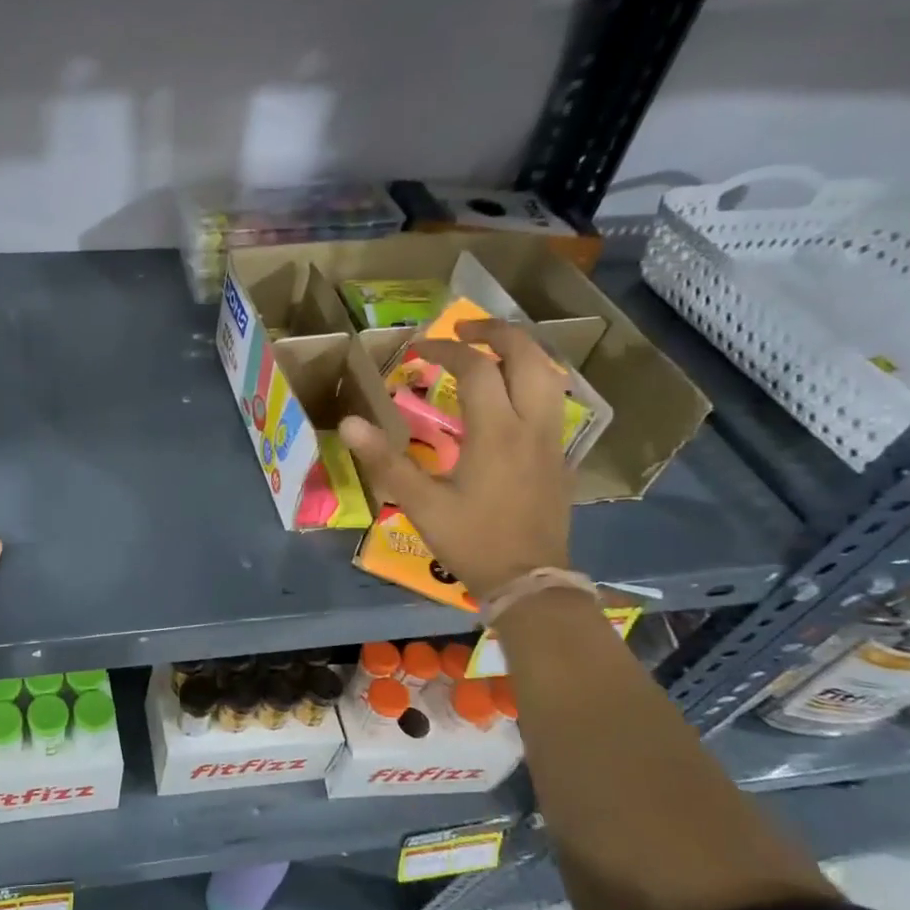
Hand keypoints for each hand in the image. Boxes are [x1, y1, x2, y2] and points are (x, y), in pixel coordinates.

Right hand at [340, 318, 571, 599]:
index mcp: (497, 432)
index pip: (476, 368)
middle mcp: (532, 426)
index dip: (445, 349)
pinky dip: (530, 381)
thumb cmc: (472, 541)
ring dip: (520, 353)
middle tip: (463, 328)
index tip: (417, 349)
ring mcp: (553, 440)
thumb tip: (349, 422)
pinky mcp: (560, 457)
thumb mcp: (420, 504)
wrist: (530, 581)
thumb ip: (385, 460)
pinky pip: (552, 401)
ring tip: (488, 351)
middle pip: (529, 356)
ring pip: (549, 376)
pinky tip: (507, 396)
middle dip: (497, 333)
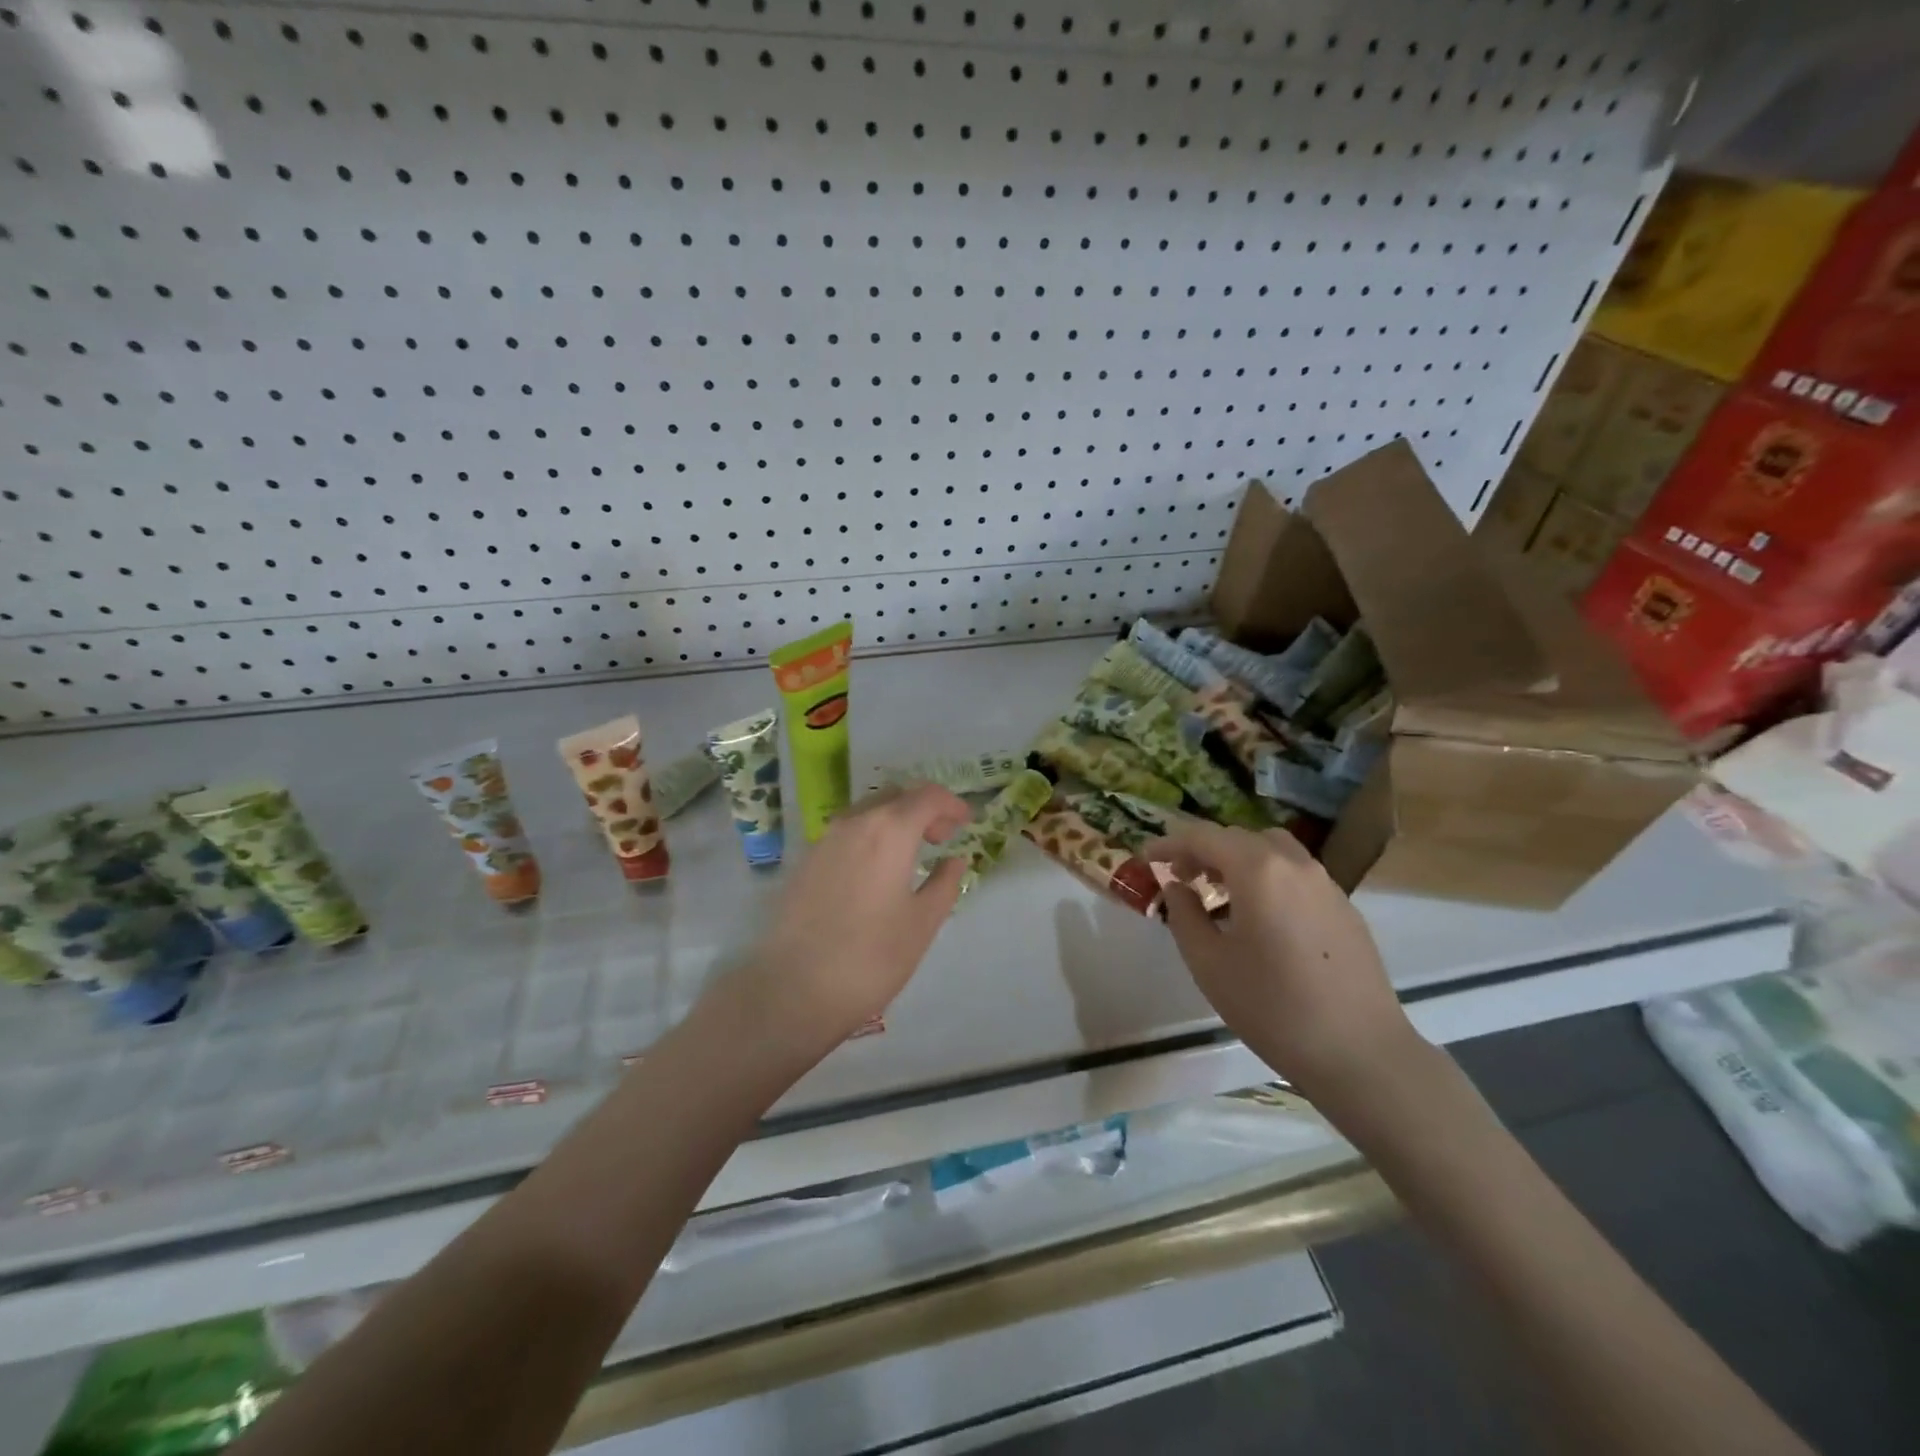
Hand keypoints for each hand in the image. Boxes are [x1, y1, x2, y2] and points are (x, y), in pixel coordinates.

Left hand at [745, 783, 971, 1049]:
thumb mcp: (922, 923)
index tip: (966, 822)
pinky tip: (876, 869)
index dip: (951, 804)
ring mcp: (825, 839)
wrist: (793, 988)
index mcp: (890, 830)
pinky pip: (846, 832)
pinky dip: (870, 835)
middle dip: (923, 808)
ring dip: (894, 820)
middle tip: (942, 837)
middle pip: (896, 796)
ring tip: (911, 853)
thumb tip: (954, 860)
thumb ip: (944, 883)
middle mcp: (855, 822)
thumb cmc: (870, 957)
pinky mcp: (805, 860)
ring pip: (868, 811)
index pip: (927, 796)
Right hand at [1148, 821, 1418, 1100]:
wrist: (1359, 1052)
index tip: (1147, 857)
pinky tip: (1258, 916)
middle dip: (1203, 849)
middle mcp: (1294, 864)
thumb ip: (1184, 915)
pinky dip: (1267, 876)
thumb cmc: (1272, 1007)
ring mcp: (1325, 884)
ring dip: (1238, 859)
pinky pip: (1295, 873)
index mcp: (1258, 870)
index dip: (1170, 843)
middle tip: (1179, 876)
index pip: (1204, 837)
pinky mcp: (1344, 907)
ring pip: (1272, 850)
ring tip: (1218, 892)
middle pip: (1239, 837)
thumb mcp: (1209, 963)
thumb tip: (1177, 887)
----------
Transcribe each entry above character for character, omitting pictures.

Hand keypoints for each hand in the image. Boxes are [x1, y1, x2, y2] and points are (x, y), in pixel coordinates.

Right hand at [340, 318, 571, 599]:
index mcp: (497, 432)
index pip: (476, 368)
middle mcp: (532, 426)
index dip: (445, 349)
pinky dip: (530, 381)
thumb cmc: (472, 541)
ring dip: (520, 353)
middle tip: (463, 328)
index tip: (417, 349)
ring mcp: (553, 440)
thumb tip: (349, 422)
pinky mcp: (560, 457)
thumb mcp: (420, 504)
wrist: (530, 581)
thumb ip: (385, 460)
pinky pip: (552, 401)
ring tip: (488, 351)
middle pip: (529, 356)
ring pip: (549, 376)
pinky tip: (507, 396)
middle dip: (497, 333)
Hand keypoints for each hand in the image. Boxes are [x1, y1, x2, y2] and points are (x, y), in pixel coordinates.

Left hand at [745, 783, 971, 1049]:
thumb mcp: (922, 923)
index tip: (966, 822)
pinky tip: (876, 869)
index dip: (951, 804)
ring mcp: (825, 839)
wrist: (793, 988)
index mcp: (890, 830)
pinky pip: (846, 832)
pinky dip: (870, 835)
middle dip: (923, 808)
ring dip: (894, 820)
middle tip: (942, 837)
middle pip: (896, 796)
ring tip: (911, 853)
thumb tip: (954, 860)
thumb ip: (944, 883)
middle mcp: (855, 822)
thumb cmc: (870, 957)
pinky mcp: (805, 860)
ring pip: (868, 811)
index pip: (927, 796)
Right hand at [1148, 821, 1418, 1100]:
wrist: (1359, 1052)
index tip: (1147, 857)
pinky tip: (1258, 916)
middle dip: (1203, 849)
middle mcp: (1294, 864)
thumb ip: (1184, 915)
pinky dip: (1267, 876)
thumb cmc: (1272, 1007)
ring mcp: (1325, 884)
ring dip: (1238, 859)
pinky pip: (1295, 873)
index mcp: (1258, 870)
index dip: (1170, 843)
middle tip: (1179, 876)
index pip: (1204, 837)
pinky mcp: (1344, 907)
ring pip: (1272, 850)
ring tip: (1218, 892)
middle pip: (1239, 837)
thumb mcp: (1209, 963)
thumb tip: (1177, 887)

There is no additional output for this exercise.